In the meantime, here are a few pointers from Katie Hogan:
-Stop looking at the leaderboard
If you can’t help but check and re-check where you are ranked in the world or the region then you need to stop. Now. Seriously, close the other window with the Crossfit Games website on it. Move on.
Mulling over the standings won’t change them and it is driving you insane. The best you can do is to focus on the remaining weeks and the easiest way to do that is to stop focusing on the past. No more calculating what place you need to come in on Week 3 in order to move you back up where you want to be in the rankings. If it is preoccupying your mind then you are not able to concentrate on what is important which is your current training…and your happiness.
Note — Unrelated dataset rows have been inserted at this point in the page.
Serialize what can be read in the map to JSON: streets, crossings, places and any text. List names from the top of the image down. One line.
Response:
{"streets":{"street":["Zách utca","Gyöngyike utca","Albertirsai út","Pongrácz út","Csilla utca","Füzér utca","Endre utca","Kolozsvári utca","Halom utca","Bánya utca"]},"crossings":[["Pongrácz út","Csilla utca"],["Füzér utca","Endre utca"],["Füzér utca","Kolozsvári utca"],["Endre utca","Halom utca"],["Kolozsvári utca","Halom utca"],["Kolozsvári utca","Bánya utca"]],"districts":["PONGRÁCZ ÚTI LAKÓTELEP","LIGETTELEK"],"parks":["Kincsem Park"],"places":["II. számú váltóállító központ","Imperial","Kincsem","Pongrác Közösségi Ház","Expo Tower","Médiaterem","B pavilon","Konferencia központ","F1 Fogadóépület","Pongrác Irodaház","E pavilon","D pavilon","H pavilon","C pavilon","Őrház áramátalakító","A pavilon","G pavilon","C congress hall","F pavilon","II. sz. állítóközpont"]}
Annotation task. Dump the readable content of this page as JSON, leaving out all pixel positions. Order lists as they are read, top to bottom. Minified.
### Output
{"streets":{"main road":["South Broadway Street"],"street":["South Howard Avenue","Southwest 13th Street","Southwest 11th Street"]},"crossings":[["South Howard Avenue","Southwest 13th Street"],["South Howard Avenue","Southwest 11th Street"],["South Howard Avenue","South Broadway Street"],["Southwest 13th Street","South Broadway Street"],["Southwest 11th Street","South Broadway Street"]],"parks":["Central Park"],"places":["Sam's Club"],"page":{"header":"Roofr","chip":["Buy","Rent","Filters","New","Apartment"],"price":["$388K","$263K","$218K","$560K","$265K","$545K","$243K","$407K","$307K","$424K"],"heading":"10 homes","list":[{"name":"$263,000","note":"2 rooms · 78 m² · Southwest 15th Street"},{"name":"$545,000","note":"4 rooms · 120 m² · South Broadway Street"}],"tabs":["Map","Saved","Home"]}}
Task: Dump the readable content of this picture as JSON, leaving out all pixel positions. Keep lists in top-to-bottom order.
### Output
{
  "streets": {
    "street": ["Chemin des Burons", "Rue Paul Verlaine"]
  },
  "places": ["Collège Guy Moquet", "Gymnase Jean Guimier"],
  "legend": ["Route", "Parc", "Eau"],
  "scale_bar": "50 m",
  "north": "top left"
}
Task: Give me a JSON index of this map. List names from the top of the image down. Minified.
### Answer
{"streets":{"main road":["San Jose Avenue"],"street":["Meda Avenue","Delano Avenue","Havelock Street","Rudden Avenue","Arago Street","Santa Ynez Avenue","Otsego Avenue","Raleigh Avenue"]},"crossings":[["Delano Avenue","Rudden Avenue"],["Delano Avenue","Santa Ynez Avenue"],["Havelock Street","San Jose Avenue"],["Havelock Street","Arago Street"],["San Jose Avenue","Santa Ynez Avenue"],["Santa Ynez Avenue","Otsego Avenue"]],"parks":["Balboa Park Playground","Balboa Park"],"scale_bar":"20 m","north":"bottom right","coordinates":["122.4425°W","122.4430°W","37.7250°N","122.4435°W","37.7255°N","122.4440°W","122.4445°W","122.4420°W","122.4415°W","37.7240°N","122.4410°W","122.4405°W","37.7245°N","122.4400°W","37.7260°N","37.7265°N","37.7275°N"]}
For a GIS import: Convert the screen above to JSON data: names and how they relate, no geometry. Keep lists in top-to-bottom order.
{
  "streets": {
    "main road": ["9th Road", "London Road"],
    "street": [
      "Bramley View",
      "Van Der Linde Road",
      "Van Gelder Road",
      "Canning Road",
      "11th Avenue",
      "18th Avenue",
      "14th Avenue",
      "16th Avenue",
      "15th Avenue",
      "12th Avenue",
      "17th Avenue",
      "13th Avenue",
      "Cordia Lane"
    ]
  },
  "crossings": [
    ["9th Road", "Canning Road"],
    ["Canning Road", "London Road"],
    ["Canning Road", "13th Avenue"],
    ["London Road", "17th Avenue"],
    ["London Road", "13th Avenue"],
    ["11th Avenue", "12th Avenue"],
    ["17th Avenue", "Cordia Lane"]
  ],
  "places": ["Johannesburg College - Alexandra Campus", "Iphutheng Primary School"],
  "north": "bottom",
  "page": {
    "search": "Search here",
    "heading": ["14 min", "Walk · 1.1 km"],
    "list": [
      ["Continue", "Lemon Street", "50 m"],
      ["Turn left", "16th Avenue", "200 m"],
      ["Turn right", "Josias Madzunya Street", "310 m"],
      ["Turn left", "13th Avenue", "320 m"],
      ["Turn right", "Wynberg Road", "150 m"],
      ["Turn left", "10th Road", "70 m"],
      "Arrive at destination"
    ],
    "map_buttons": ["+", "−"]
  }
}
-Focus on your week of training
Remember: we train THROUGH the Open, not around it. Have you been keeping up on your extra skillwork? Strength training? Track days? Or did you push these aside in order to make 5 separate attempts at the Open WOD? Make this the week where you re-prioritize your training and schedule so tough workouts and lots of extras throughout the week. You’ll be putting your energy into improving yourself and not beating yourself up for a less than optimal performance in the Open.
-Create a strategy for WOD 3
This can be done once you see the workout posted on Wednesday and you get a chance to discuss and practice a bit with your teammates and coaches. However, you can also do this right now, without even knowing what the workout is. Make your game plan by deciding how you want to feel during and after the workout. Do you want to push to a limit you have been avoiding in previous weeks? Do you want to pace yourself better than you have been and feel a surge at the end? What makes a workout FUN for you regardless of what exercises or time domains in entails? I remember last year I was feeling a lot of pressure during the fifth week and doing the long 20min AMRAP a second time was daunting. So on the day I re-did the workout I decided to wear one of my favorite t-shirts from Japan that always makes me smile. It says “Happy go lucky. Myself. Take your time. My own course.” Obviously the real message they were going for was lost in translation, which makes the shirt that much more hilarious to me. Anyway, it reminded me to have fun and enjoy the experience of it all.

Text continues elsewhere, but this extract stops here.